FAQs for NACM Certification Program and Career Roadmap

  1. Do I have to complete the Education Department Registration form before taking the required courses?

    You should complete the registration form either before you begin taking your courses or after you have completed your first course.
  2. Do I need to be an NACM member to sit for NACM's designation exams?

    You are not required to be an NACM member to sit for our designation exams, however, NACM members do qualify for discounted application fees.
  3. Do Continuing Education points apply only to NACM-sponsored conferences, seminars and meetings?

    Employee-sponsored training may also be entered in the Continuing Education at Conferences, Seminars and Meetings section.
  4. What do CAP and ACAP stand for?

    The Credit Administration Program (CAP) and the Advanced Credit Administration Program (ACAP) refer to courses that are offered through NACM Affiliated Associations.
  5. How do you prove that you are the registered participant for NACM-National webinars and teleconferences?

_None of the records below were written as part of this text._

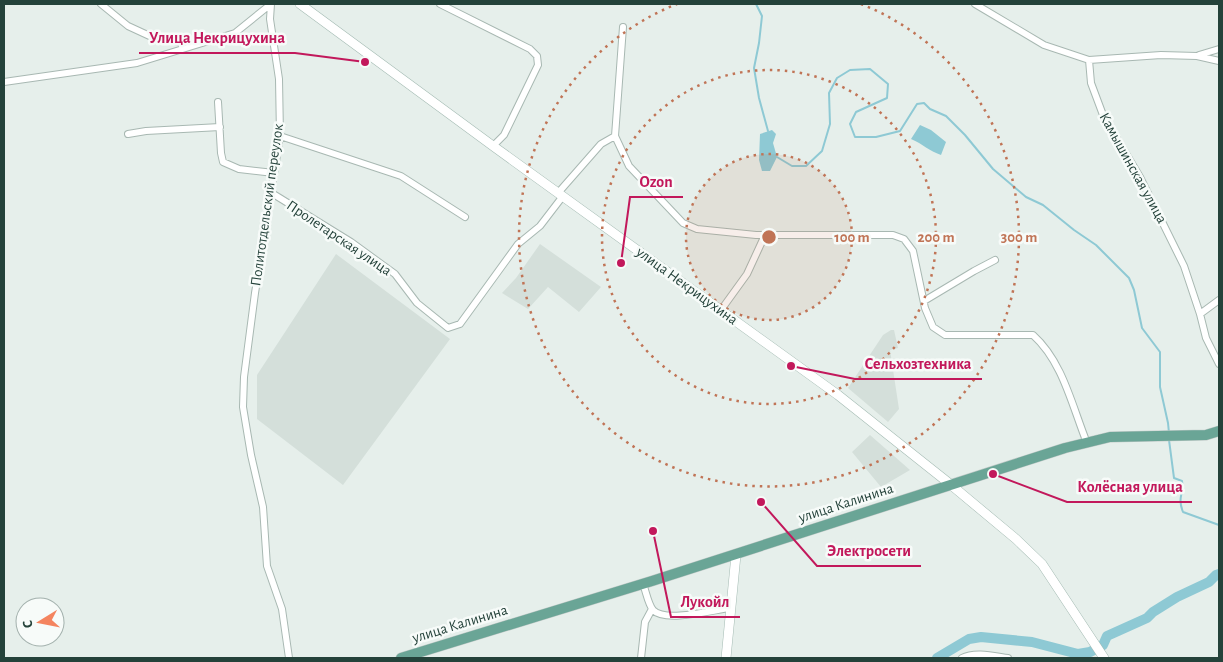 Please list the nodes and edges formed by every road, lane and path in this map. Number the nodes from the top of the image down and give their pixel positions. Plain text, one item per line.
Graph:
1 (101, 4) edge
2 (271, 4) edge
3 (300, 4) edge
4 (440, 4) edge
5 (975, 4) edge
6 (623, 27) dead end
7 (198, 44) junction
8 (1219, 49) edge
9 (1197, 56) junction
10 (1089, 60) junction
11 (1219, 61) edge
12 (4, 82) edge
13 (218, 102) dead end
14 (220, 127) junction
15 (128, 134) dead end
16 (280, 136) junction
17 (615, 136) junction
18 (493, 146) junction
19 (274, 173) junction
20 (270, 192) junction
21 (560, 195) junction
22 (465, 217) dead end
23 (765, 235) junction
24 (995, 260) dead end
25 (1219, 300) edge
26 (924, 301) junction
27 (721, 310) junction
28 (1200, 314) junction
29 (1219, 364) edge
30 (1219, 431) edge
31 (1087, 443) junction
32 (950, 484) junction
33 (736, 554) junction
34 (643, 584) junction
35 (730, 608) junction
36 (652, 610) junction
37 (289, 658) edge
38 (401, 658) edge
39 (641, 658) edge
40 (726, 658) edge
41 (962, 658) edge
42 (1008, 658) edge
43 (1104, 658) edge

1 - 7 street
2 - 7 street
2 - 16 street, Политотдельский переулок
3 - 18 street, улица Некрицухина
4 - 18 street
5 - 10 street
6 - 17 street
7 - 12 street
8 - 9 street
9 - 10 street
9 - 11 street
10 - 28 street, Камышинская улица
13 - 14 street
14 - 15 street
14 - 19 street
16 - 19 street, Политотдельский переулок
16 - 22 street
17 - 21 street
17 - 23 street
18 - 21 street, улица Некрицухина
19 - 20 street, Политотдельский переулок
20 - 21 street, Пролетарская улица
20 - 37 street, Политотдельский переулок
21 - 27 street, улица Некрицухина
23 - 26 street
23 - 27 street
24 - 26 street
25 - 28 street
26 - 31 street
27 - 32 street, улица Некрицухина
28 - 29 street, Камышинская улица
30 - 31 main road, улица Калинина
31 - 32 main road, улица Калинина
32 - 33 main road, улица Калинина
32 - 43 street, улица Некрицухина
33 - 34 main road, улица Калинина
33 - 35 street
34 - 36 street
34 - 38 main road, улица Калинина
35 - 36 street
35 - 40 street
36 - 39 street
41 - 42 street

    The NACM Education Department will verify your registration with the NACM-National Meetings Registrar.
  6. If I took an accounting course in college, do I still need to take the accounting course through NACM?

    You may submit an official college transcript for review by the Education Department to determine if the course fulfills NACM's requirements.
  7. How can I get information on seminars and classes I've attended?

    For local events, please contact your local NACM affiliate. You may find a listing of your NACM National education history by visiting www.nacm.org. After logging in, click on Check My Account and then Participation to view your CEU earnings, NACM meeting history and CMI survey participation.
  8. Does work experience outside of credit count, such as accounting, accounts receivable or accounts payable?

    If your work experience was in the financial management field, points may be awarded in the work experience area.
  9. Do I need to complete the Career Roadmap if I am applying for the CBA designation?

    The Career Roadmap is only required for the CBF and CCE designations. We do recommend keeping a record of any educational programs you attend, however, if you plan on working towards your CBF and/or CCE designation.
  10. Why aren't additional points awarded for the CCRA designation to those that achieved the CBF designation prior to 2013?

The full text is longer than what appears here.